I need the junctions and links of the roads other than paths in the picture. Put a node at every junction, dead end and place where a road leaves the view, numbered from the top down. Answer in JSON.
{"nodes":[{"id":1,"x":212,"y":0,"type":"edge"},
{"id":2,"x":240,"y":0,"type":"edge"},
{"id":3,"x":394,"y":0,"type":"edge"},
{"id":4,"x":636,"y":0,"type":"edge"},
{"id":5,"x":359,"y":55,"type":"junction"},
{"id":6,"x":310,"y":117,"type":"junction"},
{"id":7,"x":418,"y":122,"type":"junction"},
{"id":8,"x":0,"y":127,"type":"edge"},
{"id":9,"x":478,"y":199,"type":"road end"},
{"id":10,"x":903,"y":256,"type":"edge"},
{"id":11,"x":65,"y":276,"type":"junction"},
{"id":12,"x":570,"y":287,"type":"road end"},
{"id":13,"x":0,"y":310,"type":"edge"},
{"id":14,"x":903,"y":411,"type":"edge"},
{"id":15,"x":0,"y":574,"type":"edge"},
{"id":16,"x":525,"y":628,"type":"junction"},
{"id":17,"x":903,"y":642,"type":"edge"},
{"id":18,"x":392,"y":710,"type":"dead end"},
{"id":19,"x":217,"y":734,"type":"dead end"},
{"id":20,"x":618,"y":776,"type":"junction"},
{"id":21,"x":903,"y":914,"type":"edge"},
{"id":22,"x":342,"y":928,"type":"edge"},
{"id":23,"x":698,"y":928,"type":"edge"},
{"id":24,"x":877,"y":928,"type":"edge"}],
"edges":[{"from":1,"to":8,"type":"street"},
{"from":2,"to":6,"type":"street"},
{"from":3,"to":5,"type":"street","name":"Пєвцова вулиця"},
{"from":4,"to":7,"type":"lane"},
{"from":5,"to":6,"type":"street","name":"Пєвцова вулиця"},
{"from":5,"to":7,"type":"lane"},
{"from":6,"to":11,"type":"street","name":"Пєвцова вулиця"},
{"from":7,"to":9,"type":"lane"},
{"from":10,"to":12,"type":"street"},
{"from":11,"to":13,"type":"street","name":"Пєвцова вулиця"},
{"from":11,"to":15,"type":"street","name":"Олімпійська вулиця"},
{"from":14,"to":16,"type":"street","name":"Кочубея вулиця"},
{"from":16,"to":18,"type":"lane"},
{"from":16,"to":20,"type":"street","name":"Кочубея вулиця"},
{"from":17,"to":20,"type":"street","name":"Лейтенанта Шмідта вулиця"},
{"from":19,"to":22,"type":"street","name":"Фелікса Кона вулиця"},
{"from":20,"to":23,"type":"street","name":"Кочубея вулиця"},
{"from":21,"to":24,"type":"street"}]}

++++

▸ YOUR TASK
An exact transcription of all the entries is needed.

▸ REPLY TO THE EXERCISE
I need the junctions and links of the roads other than paths in the picture. Put a node at every junction, dead end and place where a road leaves the view, numbered from the top down. Answer in JSON.
{"nodes":[{"id":1,"x":212,"y":0,"type":"edge"},
{"id":2,"x":240,"y":0,"type":"edge"},
{"id":3,"x":394,"y":0,"type":"edge"},
{"id":4,"x":636,"y":0,"type":"edge"},
{"id":5,"x":359,"y":55,"type":"junction"},
{"id":6,"x":310,"y":117,"type":"junction"},
{"id":7,"x":418,"y":122,"type":"junction"},
{"id":8,"x":0,"y":127,"type":"edge"},
{"id":9,"x":478,"y":199,"type":"road end"},
{"id":10,"x":903,"y":256,"type":"edge"},
{"id":11,"x":65,"y":276,"type":"junction"},
{"id":12,"x":570,"y":287,"type":"road end"},
{"id":13,"x":0,"y":310,"type":"edge"},
{"id":14,"x":903,"y":411,"type":"edge"},
{"id":15,"x":0,"y":574,"type":"edge"},
{"id":16,"x":525,"y":628,"type":"junction"},
{"id":17,"x":903,"y":642,"type":"edge"},
{"id":18,"x":392,"y":710,"type":"dead end"},
{"id":19,"x":217,"y":734,"type":"dead end"},
{"id":20,"x":618,"y":776,"type":"junction"},
{"id":21,"x":903,"y":914,"type":"edge"},
{"id":22,"x":342,"y":928,"type":"edge"},
{"id":23,"x":698,"y":928,"type":"edge"},
{"id":24,"x":877,"y":928,"type":"edge"}],
"edges":[{"from":1,"to":8,"type":"street"},
{"from":2,"to":6,"type":"street"},
{"from":3,"to":5,"type":"street","name":"Пєвцова вулиця"},
{"from":4,"to":7,"type":"lane"},
{"from":5,"to":6,"type":"street","name":"Пєвцова вулиця"},
{"from":5,"to":7,"type":"lane"},
{"from":6,"to":11,"type":"street","name":"Пєвцова вулиця"},
{"from":7,"to":9,"type":"lane"},
{"from":10,"to":12,"type":"street"},
{"from":11,"to":13,"type":"street","name":"Пєвцова вулиця"},
{"from":11,"to":15,"type":"street","name":"Олімпійська вулиця"},
{"from":14,"to":16,"type":"street","name":"Кочубея вулиця"},
{"from":16,"to":18,"type":"lane"},
{"from":16,"to":20,"type":"street","name":"Кочубея вулиця"},
{"from":17,"to":20,"type":"street","name":"Лейтенанта Шмідта вулиця"},
{"from":19,"to":22,"type":"street","name":"Фелікса Кона вулиця"},
{"from":20,"to":23,"type":"street","name":"Кочубея вулиця"},
{"from":21,"to":24,"type":"street"}]}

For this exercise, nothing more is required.